El cine latino quedó por todo lo alto en Filadelfia

El Festival de Cine Latino de Filadelfia tuvo su cuarta edición culminando este 21 de junio, cumpliendo con sus objetivos de hacer espacio en el mercado para la creciente e importante oferta cinematográfica latinoamericana.

En esta ocasión el festival ofreció conversatorios con realizadores latinos y debates abiertos sobre la realización de cine en Latinoamérica y la posibilidad de cambio social a través del séptimo arte.

El festival fue abierto por la película Bestia de cardo, una película, bastante mística, dirigida por la dominicana Verónica Sánchez Navarro. La cinta abre un debate sobre la presión social y el control sobre las mujeres en las regiones rurales de República Dominicana, con un claro tono de denuncia e inconformidad.

El filme mexicano Cuatro lunas fue uno de los más sensibles, conmovedores e íntimos de la muestra.  Esta obra relata, con mucha comprensión y belleza, la forma en la que se vive la homosexualidad en México, sin obviar temas como la discriminación, el acoso y la homofobia.

También hubo espacio para la música, una de las aspectos meas fuertes de nuestra cultura latina. Al iniciar el festival se proyectaron una serie de cortometrajes llamados Tengo talento, sobre la movida del hip-hop, jazz, música folklórica y poesía cubana hecha por jóvenes que no pasan de los 20 años de edad.

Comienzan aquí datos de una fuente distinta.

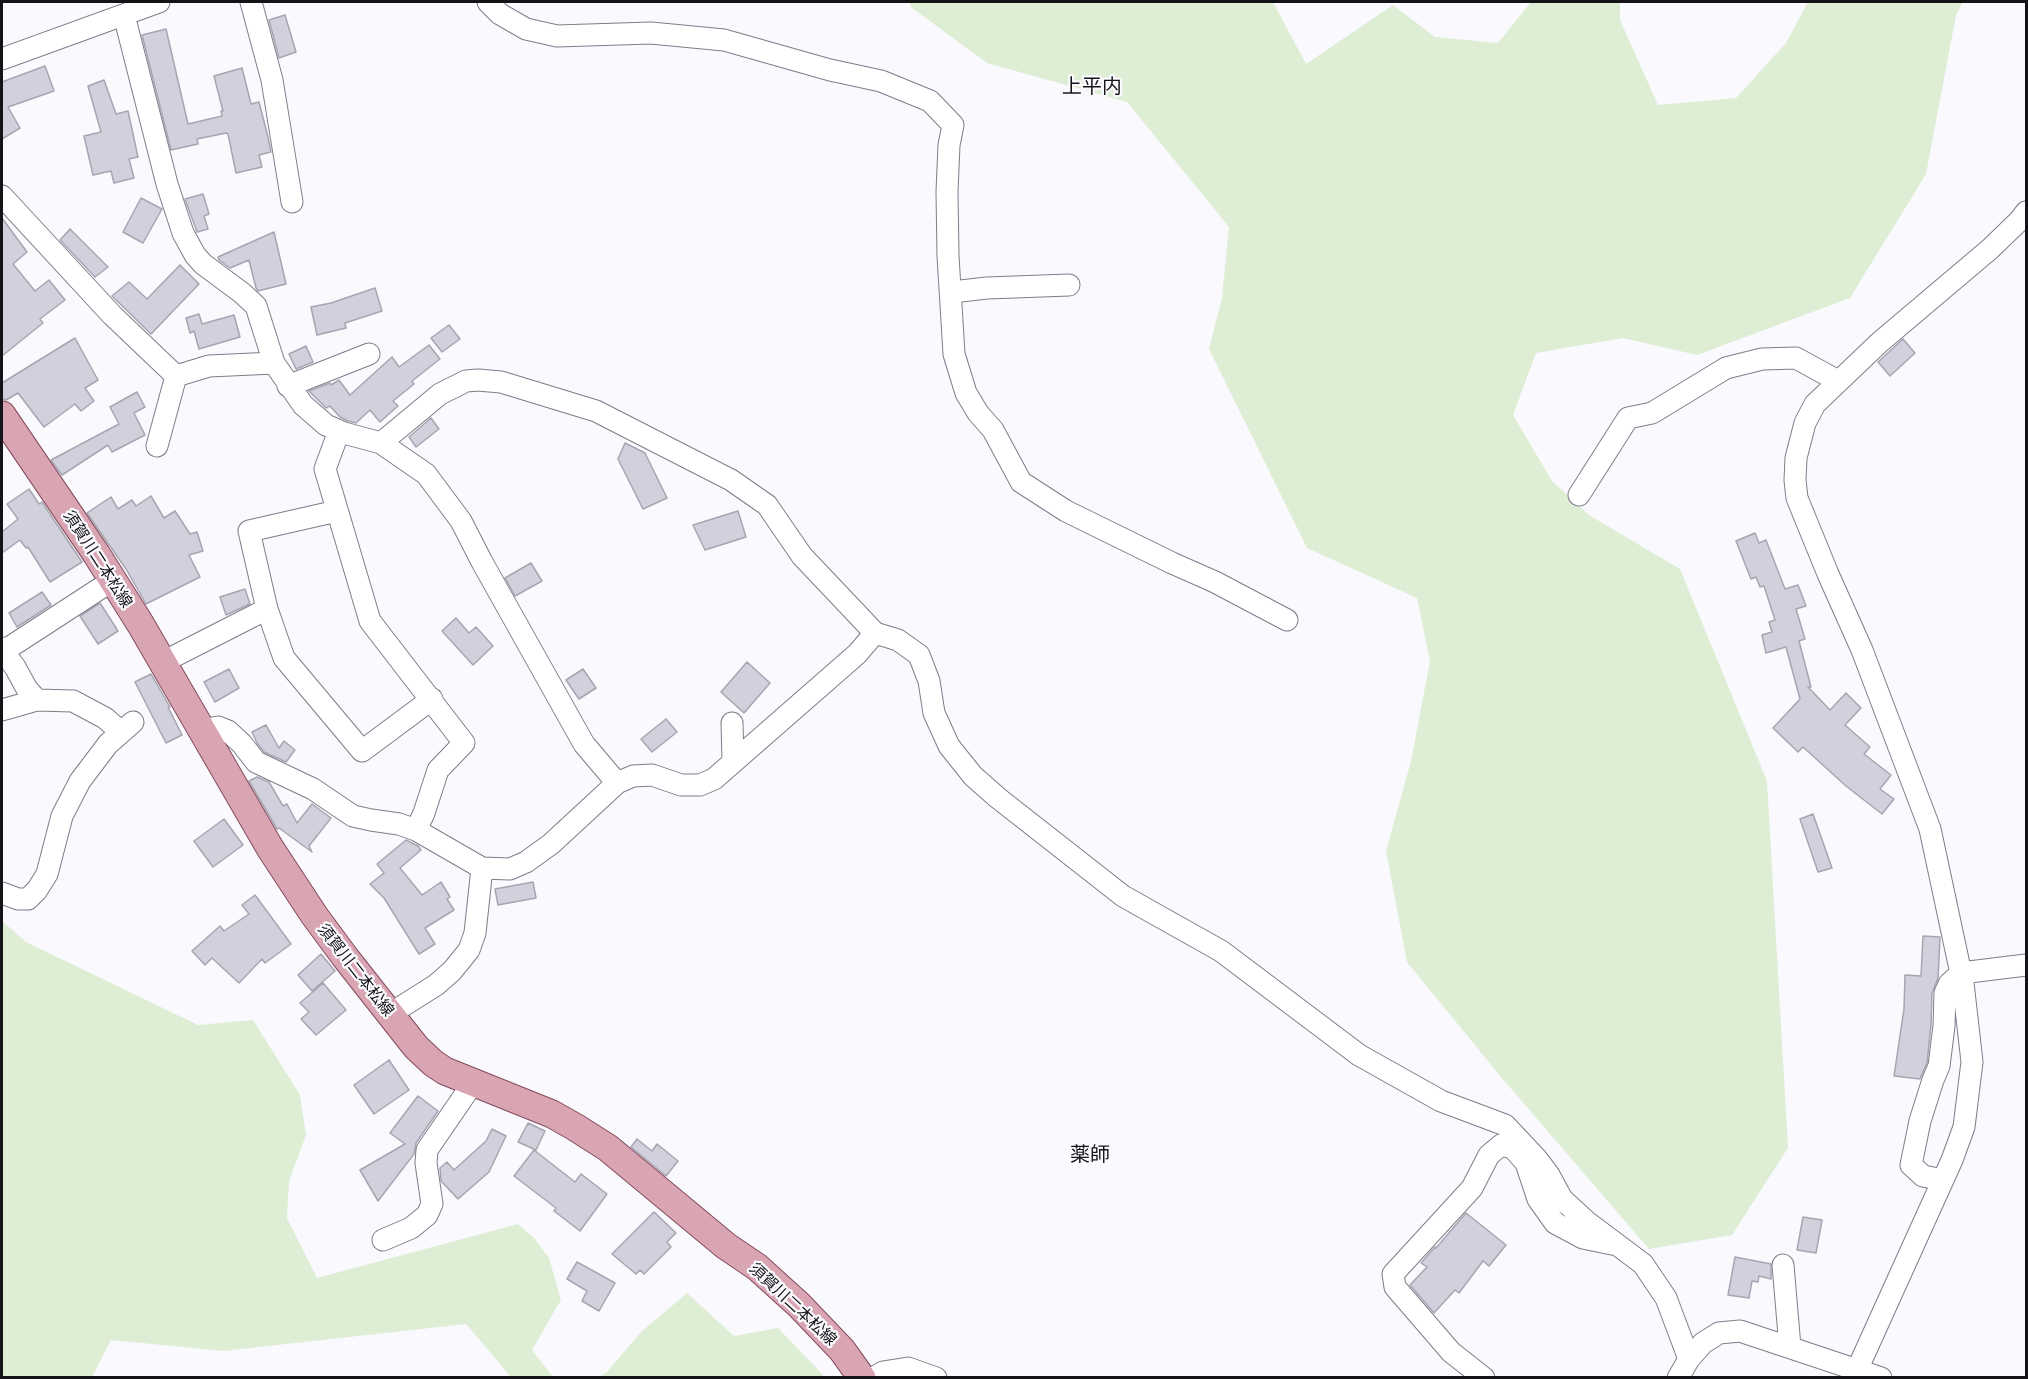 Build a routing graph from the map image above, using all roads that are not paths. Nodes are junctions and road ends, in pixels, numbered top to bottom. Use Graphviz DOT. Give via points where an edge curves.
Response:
graph roads {
  1 [pos="159,2"];
  2 [pos="251,2"];
  3 [pos="488,2"];
  4 [pos="124,15"];
  5 [pos="2,59"];
  6 [pos="2,196"];
  7 [pos="292,202"];
  8 [pos="2026,212"];
  9 [pos="1070,285"];
  10 [pos="952,292"];
  11 [pos="369,354"];
  12 [pos="274,363"];
  13 [pos="176,376"];
  14 [pos="1838,381"];
  15 [pos="288,386"];
  16 [pos="2,415"];
  17 [pos="339,431"];
  18 [pos="381,443"];
  19 [pos="157,446"];
  20 [pos="1579,495"];
  21 [pos="337,511"];
  22 [pos="113,580"];
  23 [pos="267,609"];
  24 [pos="1287,620"];
  25 [pos="875,633"];
  26 [pos="2,649"];
  27 [pos="163,662"];
  28 [pos="432,699"];
  29 [pos="37,700"];
  30 [pos="2,710"];
  31 [pos="732,723"];
  32 [pos="202,730"];
  33 [pos="733,762"];
  34 [pos="617,783"];
  35 [pos="416,830"];
  36 [pos="482,868"];
  37 [pos="2,893"];
  38 [pos="2026,965"];
  39 [pos="1961,973"];
  40 [pos="390,1014"];
  41 [pos="473,1083"];
  42 [pos="1943,1180"];
  43 [pos="384,1240"];
  44 [pos="1618,1245"];
  45 [pos="1782,1265"];
  46 [pos="1790,1347"];
  47 [pos="1436,1358"];
  48 [pos="1689,1359"];
  49 [pos="1857,1370"];
  50 [pos="862,1377"];
  51 [pos="873,1377"];
  52 [pos="936,1377"];
  53 [pos="1466,1377"];
  54 [pos="1484,1377"];
  55 [pos="1678,1377"];
  56 [pos="1881,1377"];
  1 -- 4 [label="street"];
  2 -- 7 [label="street" via="272,80"];
  3 -- 10 [label="street" via="526,29 557,36 651,33 724,40 881,81 930,101 953,125 947,192"];
  4 -- 5 [label="street"];
  4 -- 12 [label="street" via="183,232 203,264 256,306"];
  6 -- 13 [label="street" via="112,315"];
  8 -- 14 [label="street" via="1990,249"];
  9 -- 10 [label="street"];
  10 -- 24 [label="street" via="954,354 966,393 993,430 1021,482 1066,511"];
  11 -- 15 [label="street"];
  12 -- 13 [label="street" via="209,366"];
  12 -- 15 [label="street"];
  13 -- 19 [label="street"];
  14 -- 20 [label="street" via="1796,358 1762,359 1726,368 1652,413 1628,418"];
  14 -- 39 [label="street" via="1815,404 1805,423 1796,458 1797,498 1862,650 1930,829"];
  15 -- 17 [label="street" via="303,405"];
  16 -- 22 [label="main road, 須賀川二本松線"];
  17 -- 18 [label="street"];
  17 -- 21 [label="street" via="325,469"];
  18 -- 25 [label="street" via="440,394 466,381 501,382 596,411 731,480 767,505 802,556"];
  18 -- 34 [label="street" via="426,474 461,521 584,744"];
  21 -- 23 [label="street" via="249,531"];
  21 -- 28 [label="street" via="370,621"];
  22 -- 26 [label="street"];
  22 -- 27 [label="main road, 須賀川二本松線"];
  23 -- 27 [label="street"];
  23 -- 28 [label="street" via="284,658 362,751"];
  25 -- 33 [label="street" via="857,654"];
  25 -- 44 [label="street" via="898,640 918,655 929,681 934,713 949,746 973,776 998,798 1123,896 1221,951 1359,1055 1441,1101 1504,1125 1537,1159 1562,1199"];
  26 -- 29 [label="street"];
  27 -- 32 [label="main road, 須賀川二本松線"];
  28 -- 35 [label="street" via="464,743 438,770"];
  29 -- 30 [label="street"];
  29 -- 37 [label="street" via="73,701 127,727 108,744 80,781 62,816 47,874 37,890 28,899"];
  31 -- 33 [label="street"];
  32 -- 35 [label="street" via="228,730 256,762 313,789 354,816"];
  32 -- 40 [label="main road, 須賀川二本松線" via="308,906"];
  33 -- 34 [label="street" via="700,785 681,785 652,775 633,776"];
  34 -- 36 [label="street" via="526,862 510,868"];
  35 -- 36 [label="street"];
  36 -- 40 [label="street" via="475,933 469,950 436,985"];
  38 -- 39 [label="street"];
  39 -- 42 [label="street" via="1972,1062 1964,1127"];
  39 -- 42 [label="street" via="1945,993 1940,1066 1920,1121 1911,1165 1923,1176"];
  40 -- 41 [label="main road, 須賀川二本松線" via="433,1063"];
  41 -- 43 [label="street" via="427,1150 432,1204 427,1215 411,1228"];
  41 -- 50 [label="main road, 須賀川二本松線" via="552,1114 608,1148 757,1267 842,1350"];
  42 -- 49 [label="street"];
  44 -- 48 [label="street" via="1643,1264 1666,1298"];
  44 -- 54 [label="street" via="1583,1238 1554,1223 1538,1199 1526,1163 1513,1149 1501,1146 1490,1155 1472,1188 1393,1274 1395,1287 1451,1352"];
  45 -- 46 [label="street"];
  46 -- 48 [label="street" via="1740,1331 1719,1333 1703,1342"];
  46 -- 49 [label="street"];
  47 -- 53 [label="street"];
  48 -- 55 [label="street"];
  49 -- 56 [label="street"];
  51 -- 52 [label="street" via="908,1368"];
} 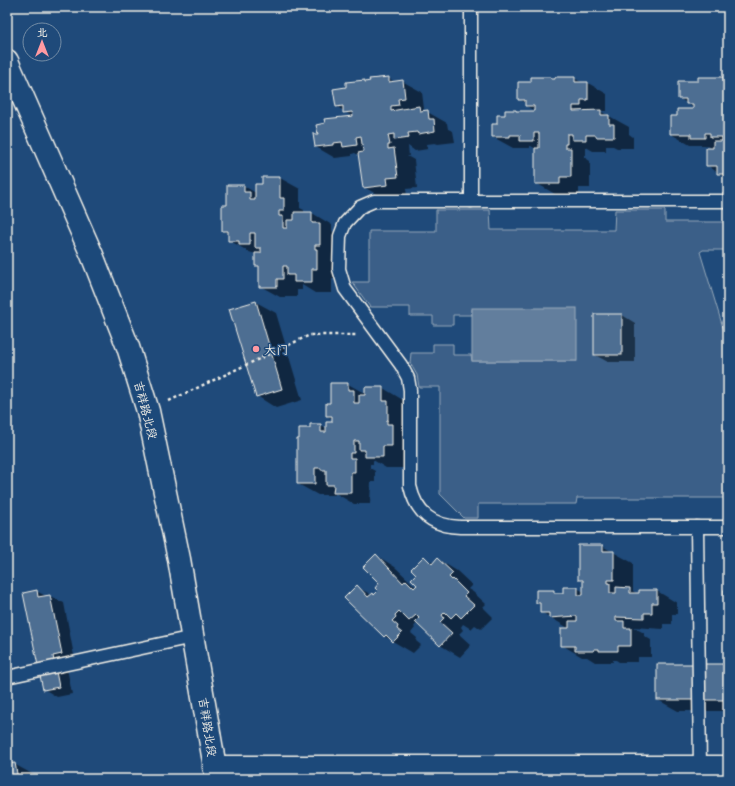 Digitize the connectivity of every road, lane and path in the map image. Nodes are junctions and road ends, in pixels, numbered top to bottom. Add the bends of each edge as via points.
1 (471, 7) edge
2 (7, 60) edge
3 (471, 201) junction
4 (728, 201) edge
5 (378, 335) junction
6 (148, 411) junction
7 (697, 527) junction
8 (728, 527) edge
9 (193, 637) junction
10 (7, 677) edge
11 (700, 767) junction
12 (728, 767) edge
13 (216, 773) edge

1 - 3 lane
2 - 6 street, 吉祥路北段 via 92,255 128,347
3 - 4 lane
3 - 5 lane via 374,201 360,207 345,223 338,244 338,269 350,296
5 - 6 path via 310,335
5 - 7 lane via 408,378 410,486 417,506 434,522 450,527
6 - 9 street, 吉祥路北段
7 - 8 lane
7 - 11 lane
9 - 10 lane
9 - 13 street, 吉祥路北段
11 - 12 street
11 - 13 street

Otra de las películas que llamó la atención de los asistentes fue The Liberator, película protagonizada por el venezolano Édgar Ramírez y que narra las aventuras de Simón Bolívar en su empeño por liberar a Latinoamérica del yugo español a principios del siglo XIX. Esta era la película más comercial de la cartelera y por su mayor presupuesto logró impresionar a los espectadores con su épica realización cinematográfica.